O-RAN components within a telco hybrid compute cloud infrastructure
Applying intelligence
The combination of O-RAN, SD-RAN and edge compute clouds are the enablers for applying the type of ML-based AI that will power 5G new radio deployments and meet the demands of new high bandwidth, low-latency, service offerings. At first, the algorithms employed by the Near-RT RIC and pushed to the DUs Real Time Control component will likely remain non-adaptive in nature, using fixed rulesets with predetermined and well-understood outcomes. However, the adoption of machine learning principles will ultimately be the only way to realize the spectral efficiencies required to meet 5G business goals while delivering on the service expectations of new radio. These ML techniques can fall into the three classic categories:
All three methods are applicable in RAN operation the goal of self-organizing networks. For example, supervised learning may be the optimal solution for RAN algorithms continuously updating layer 1 / layer 2 transmission and connection parameters of the kind being pushed to DUs real time controller. Unsupervised learning is expected to play a role in network optimization at the cell or cell cluster level while reinforcement learning techniques will likely be invaluable for network design.

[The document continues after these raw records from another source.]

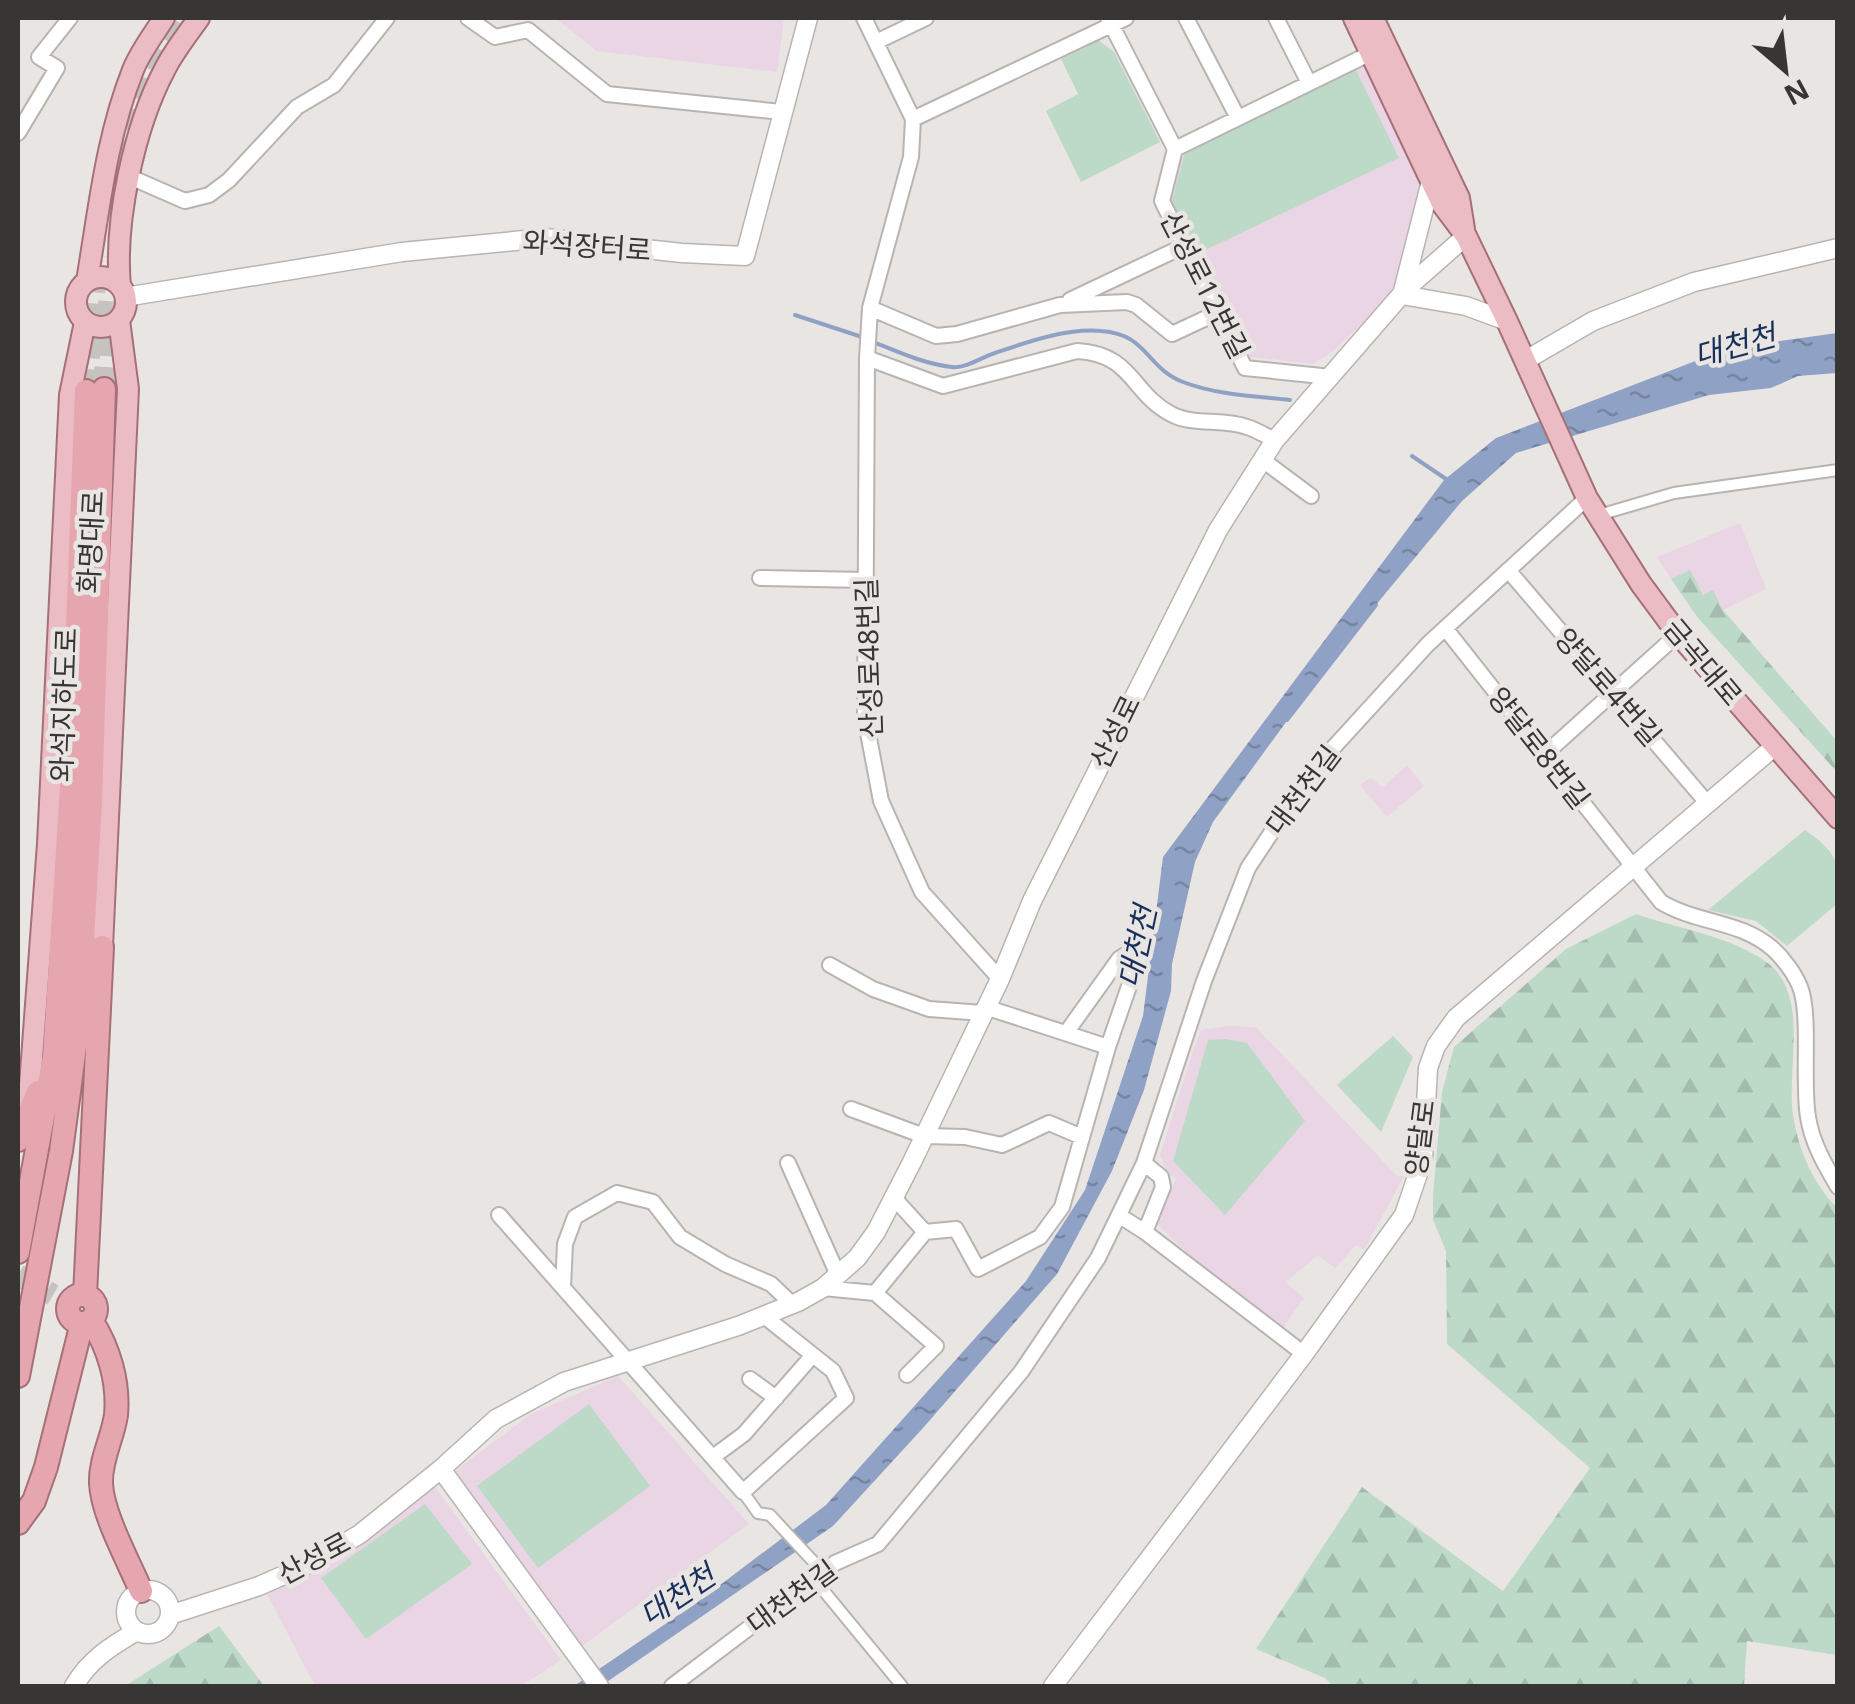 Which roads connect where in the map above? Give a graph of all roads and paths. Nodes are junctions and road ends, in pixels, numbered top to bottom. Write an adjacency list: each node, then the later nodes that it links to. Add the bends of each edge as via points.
1 (70, 18): 18 (street, via 39,57 57,68)
2 (164, 18): 28 (main road, via 134,67 115,126)
3 (199, 18): 23 (main road, via 164,70)
4 (387, 18): 23 (street, via 334,86 297,106 209,195 185,202)
5 (468, 18): 17 (street, via 496,37 528,30 608,94)
6 (808, 18): 17 (main road, 와석장터로)
7 (864, 18): 14 (street)
8 (926, 18): 14 (street)
9 (1186, 18): 19 (street)
10 (1276, 18): 16 (street)
11 (1354, 18): 15 (main road)
12 (1373, 18): 25 (main road, via 1459,198)
13 (1115, 20): 20 (street); 22 (street)
14 (876, 42): 20 (street)
15 (1371, 53): 16 (street); 24 (main road)
16 (1310, 83): 19 (street)
17 (782, 112): 29 (main road, 와석장터로, via 746,256 545,238)
18 (22, 116): 21 (street)
19 (1238, 118): 22 (street)
20 (912, 119): 32 (street, 산성로48번길, via 911,158)
21 (18, 133)
22 (1175, 149): 26 (street, 산성로12번길, via 1162,200)
23 (130, 177): 29 (main road, via 118,266)
24 (1432, 181): 25 (main road); 30 (main road)
25 (1466, 236): 30 (main road, 산성로); 35 (main road)
26 (1184, 246): 31 (street); 33 (street, 산성로12번길)
27 (1838, 248): 38 (main road, via 1694,282 1593,321)
28 (87, 281): 29 (main road, via 110,279); 36 (main road, via 76,301)
29 (123, 292): 34 (main road)
30 (1402, 295): 35 (main road); 39 (main road, 산성로)
31 (1060, 305): 32 (street, via 936,336); 33 (street, via 1127,302 1172,334)
32 (870, 308): 37 (street, 산성로48번길)
33 (1217, 314): 39 (street, 산성로12번길, via 1245,368)
34 (119, 320): 36 (main road, via 96,327); 56 (main road, 화명대로, via 128,390)
35 (1507, 321): 38 (main road)
36 (86, 322): 65 (main road, 화명대로, via 70,395)
37 (866, 358): 40 (street, via 943,386 1094,352 1109,356 1168,413 1246,426); 47 (street, 산성로48번길)
38 (1526, 360): 44 (main road, 금곡대로)
39 (1331, 377): 40 (main road, 산성로)
40 (1275, 440): 41 (main road, 산성로)
41 (1264, 462): 43 (street); 58 (main road, 산성로, via 1218,530 1144,672)
42 (1838, 470): 44 (street)
43 (1311, 496)
44 (1590, 503): 45 (street, 대천천길); 49 (main road, 금곡대로)
45 (1508, 570): 48 (street, 대천천길); 50 (street, 양달로4번길)
46 (760, 578): 47 (street)
47 (866, 580): 58 (street, 산성로48번길, via 865,717 880,801 922,892)
48 (1445, 628): 52 (street, 양달로8번길); 69 (street, 대천천길, via 1312,772 1248,868)
49 (1678, 634): 50 (street); 51 (main road, 금곡대로)
50 (1613, 694): 52 (street); 53 (street, 양달로4번길)
51 (1775, 746): 53 (main road, 양달로); 54 (main road, 금곡대로)
52 (1544, 755): 55 (street, 양달로8번길)
53 (1708, 804): 55 (main road, 양달로)
54 (1838, 818)
55 (1633, 867): 71 (street, 양달로8번길, via 1675,911 1739,926 1774,950 1801,988 1808,1117); 86 (main road, 양달로, via 1446,1032 1428,1068 1423,1159 1404,1215)
56 (102, 947): 60 (highway); 84 (highway, via 69,1298 93,1299 96,1308)
57 (830, 965): 59 (street, via 872,990 929,1009)
58 (1000, 979): 59 (main road, 산성로)
59 (984, 1010): 61 (street); 66 (main road, 산성로)
60 (78, 1024): 63 (highway, 와석지하도로, via 91,802 95,390); 90 (highway, via 62,1151)
61 (1066, 1034): 62 (street); 62 (street, via 1119,959 1144,944)
62 (1108, 1047): 67 (street)
63 (54, 1057): 65 (highway); 77 (highway)
64 (851, 1109): 66 (street)
65 (28, 1116): 68 (highway)
66 (924, 1136): 67 (street, via 1002,1145 1049,1124); 72 (main road, 산성로)
67 (1082, 1137): 75 (street, via 1062,1206 1040,1237 978,1270 956,1230)
68 (18, 1140)
69 (1144, 1163): 74 (street, 대천천길); 76 (street, via 1161,1177 1163,1188)
70 (788, 1164): 78 (street)
71 (1838, 1188)
72 (894, 1198): 75 (street); 78 (main road, 산성로, via 857,1258)
73 (499, 1215): 79 (street)
74 (1120, 1216): 76 (street); 98 (street, 대천천길, via 1021,1372 878,1544)
75 (924, 1232): 81 (street)
76 (1145, 1232): 86 (street)
77 (18, 1252)
78 (838, 1275): 80 (main road, 산성로)
79 (563, 1287): 82 (street, via 574,1216 618,1192 653,1202 680,1237 771,1284); 88 (street)
80 (823, 1288): 81 (street); 82 (main road, 산성로)
81 (875, 1293): 91 (street, via 936,1346)
82 (792, 1304): 83 (main road, 산성로)
83 (764, 1316): 87 (street); 88 (main road, 산성로)
84 (86, 1322): 85 (highway); 89 (highway)
85 (106, 1350): 89 (highway, via 83,1350); 99 (highway, via 116,1414 101,1484)
86 (1304, 1354): 106 (main road, 양달로)
87 (813, 1355): 93 (street); 96 (street, via 833,1371 846,1398)
88 (628, 1360): 94 (street); 95 (main road, 산성로, via 564,1382 496,1419)
89 (72, 1366): 97 (highway, via 46,1468)
90 (18, 1376)
91 (907, 1376)
92 (750, 1378): 93 (street)
93 (776, 1398): 94 (street)
94 (712, 1457): 96 (street)
95 (442, 1469): 100 (main road, 산성로, via 360,1534 311,1562); 103 (main road)
96 (743, 1492): 98 (street, via 758,1513 778,1522)
97 (18, 1523)
98 (817, 1571): 104 (street, 대천천길); 105 (street)
99 (141, 1591): 100 (main road, via 162,1595); 101 (main road, via 126,1607)
100 (170, 1615): 101 (main road, via 156,1632)
101 (137, 1631): 102 (main road, via 109,1647)
102 (74, 1686)
103 (599, 1686)
104 (672, 1686)
105 (902, 1686)
106 (1053, 1686)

There are already startups entering the xApp market, developing superior RF control and optimization solutions that are running on 3rd party Near-RT RICs. The platforms, themselves, are completely decoupled from the RAN, delivered by vendors who are not typically associated with supplying core network functions. Those xApp software vendors can build ML-driven algorithms or AI engines that serve not only classic mobile network operators but private 5G enterprise infrastructures supporting ultra-low latency services for industrial automation. And that's really the cherry on top. While there has certainly been pressure at the highest levels of global governments, this is a true testimonial to an emerging open ecosystem where everyone ultimately benefits.?
Disclaimer:
None of the ideas expressed in this blog post are shared, supported, or endorsed in any manner by my employer. Or Baskin Robbins.